A gradient processing and optimization library in JAX
—
Specialized and experimental optimization algorithms including second-order methods, adaptive variants, and research optimizers. These optimizers implement cutting-edge techniques and may require more careful tuning than core optimizers.
Lion (Evolved Sign Momentum) optimizer that uses sign-based updates for memory efficiency and competitive performance.
def lion(learning_rate, b1=0.9, b2=0.99, weight_decay=0.0):
"""
Lion optimizer (Evolved Sign Momentum).
Args:
learning_rate: Learning rate or schedule
b1: Exponential decay rate for momentum (default: 0.9)
b2: Exponential decay rate for moving average (default: 0.99)
weight_decay: Weight decay coefficient (default: 0.0)
Returns:
GradientTransformation
"""Layer-wise Adaptive Rate Scaling (LARS) optimizer for large batch training.
def lars(learning_rate, weight_decay=0., trust_coefficient=0.001, eps=0.):
"""
LARS (Layer-wise Adaptive Rate Scaling) optimizer.
Args:
learning_rate: Learning rate or schedule
weight_decay: Weight decay coefficient (default: 0.0)
trust_coefficient: Trust coefficient for layer-wise adaptation (default: 0.001)
eps: Small constant for numerical stability (default: 0.0)
Returns:
GradientTransformation
"""Layer-wise Adaptive Moments optimizer for Batch training, designed for large batch sizes.
def lamb(learning_rate, b1=0.9, b2=0.999, eps=1e-6, weight_decay=0., mask=None):
"""
LAMB (Layer-wise Adaptive Moments optimizer for Batch training) optimizer.
Args:
learning_rate: Learning rate or schedule
b1: Exponential decay rate for first moment estimates (default: 0.9)
b2: Exponential decay rate for second moment estimates (default: 0.999)
eps: Small constant for numerical stability (default: 1e-6)

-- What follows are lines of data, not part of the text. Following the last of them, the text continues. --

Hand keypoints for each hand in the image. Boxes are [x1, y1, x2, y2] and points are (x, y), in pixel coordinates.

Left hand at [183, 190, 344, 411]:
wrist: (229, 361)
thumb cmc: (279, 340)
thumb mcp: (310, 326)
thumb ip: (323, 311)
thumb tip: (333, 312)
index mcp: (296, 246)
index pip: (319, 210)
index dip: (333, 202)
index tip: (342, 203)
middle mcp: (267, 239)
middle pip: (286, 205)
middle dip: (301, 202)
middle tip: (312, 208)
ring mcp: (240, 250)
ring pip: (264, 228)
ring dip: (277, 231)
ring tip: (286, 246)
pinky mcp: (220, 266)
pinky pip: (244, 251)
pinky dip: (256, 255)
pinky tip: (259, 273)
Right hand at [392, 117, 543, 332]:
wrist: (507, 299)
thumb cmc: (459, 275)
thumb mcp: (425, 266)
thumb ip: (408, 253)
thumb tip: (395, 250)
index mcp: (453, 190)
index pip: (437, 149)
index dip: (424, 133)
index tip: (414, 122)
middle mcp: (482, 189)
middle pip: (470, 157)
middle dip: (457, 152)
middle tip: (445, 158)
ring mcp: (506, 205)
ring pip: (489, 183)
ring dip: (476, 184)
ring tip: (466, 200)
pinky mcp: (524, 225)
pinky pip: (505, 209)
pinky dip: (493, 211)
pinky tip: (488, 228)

weight_decay: Weight decay coefficient (default: 0.0)
mask: Optional mask for parameter selection
Returns:
GradientTransformation
"""Limited-memory Broyden-Fletcher-Goldfarb-Shanno quasi-Newton method.
def lbfgs(learning_rate, memory_size=10, scale_init_preconditioner=True):
"""
L-BFGS quasi-Newton optimizer.
Args:
learning_rate: Learning rate or schedule
memory_size: Number of previous gradients to store (default: 10)

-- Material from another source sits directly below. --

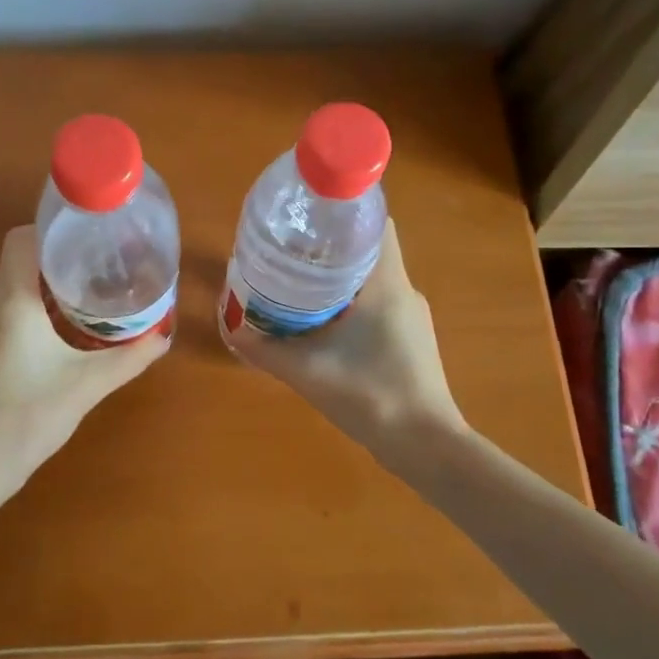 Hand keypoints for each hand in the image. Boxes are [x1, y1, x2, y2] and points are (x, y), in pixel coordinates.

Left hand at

scale_init_preconditioner: Whether to scale initial preconditioner (default: True)
Returns:
GradientTransformation
"""Yogi optimizer that controls the increase in effective learning rate to avoid rapid convergence.
def yogi(learning_rate, b1=0.9, b2=0.999, eps=1e-3, initial_accumulator=1e-6):
"""
Yogi optimizer.
Args:
learning_rate: Learning rate or schedule
b1: Exponential decay rate for first moment estimates (default: 0.9)
b2: Exponential decay rate for second moment estimates (default: 0.999)
eps: Small constant for numerical stability (default: 1e-3)
initial_accumulator: Initial value for accumulator (default: 1e-6)
Returns:
GradientTransformation
"""NovoGrad optimizer that combines adaptive learning rates with gradient normalization.
def novograd(learning_rate, b1=0.9, b2=0.25, eps=1e-6, weight_decay=0.):
"""
NovoGrad optimizer.
Args:
learning_rate: Learning rate or schedule
b1: Exponential decay rate for first moment estimates (default: 0.9)
b2: Exponential decay rate for second moment estimates (default: 0.25)
eps: Small constant for numerical stability (default: 1e-6)
weight_decay: Weight decay coefficient (default: 0.0)
Returns:
GradientTransformation
"""Rectified Adam optimizer that addresses the variance issue in early training stages.
def radam(learning_rate, b1=0.9, b2=0.999, eps=1e-8, threshold=5.0):
"""
RAdam (Rectified Adam) optimizer.
Args:
learning_rate: Learning rate or schedule
b1: Exponential decay rate for first moment estimates (default: 0.9)
b2: Exponential decay rate for second moment estimates (default: 0.999)
eps: Small constant for numerical stability (default: 1e-8)
threshold: Threshold for variance tractability (default: 5.0)
Returns:
GradientTransformation
"""SM3 optimizer designed for sparse gradients with memory-efficient second moments.
def sm3(learning_rate, momentum=0.9):
"""
SM3 optimizer for sparse gradients.
Args:
learning_rate: Learning rate or schedule
momentum: Momentum coefficient (default: 0.9)
Returns:
GradientTransformation
"""Frobenius matched gradient descent optimizer.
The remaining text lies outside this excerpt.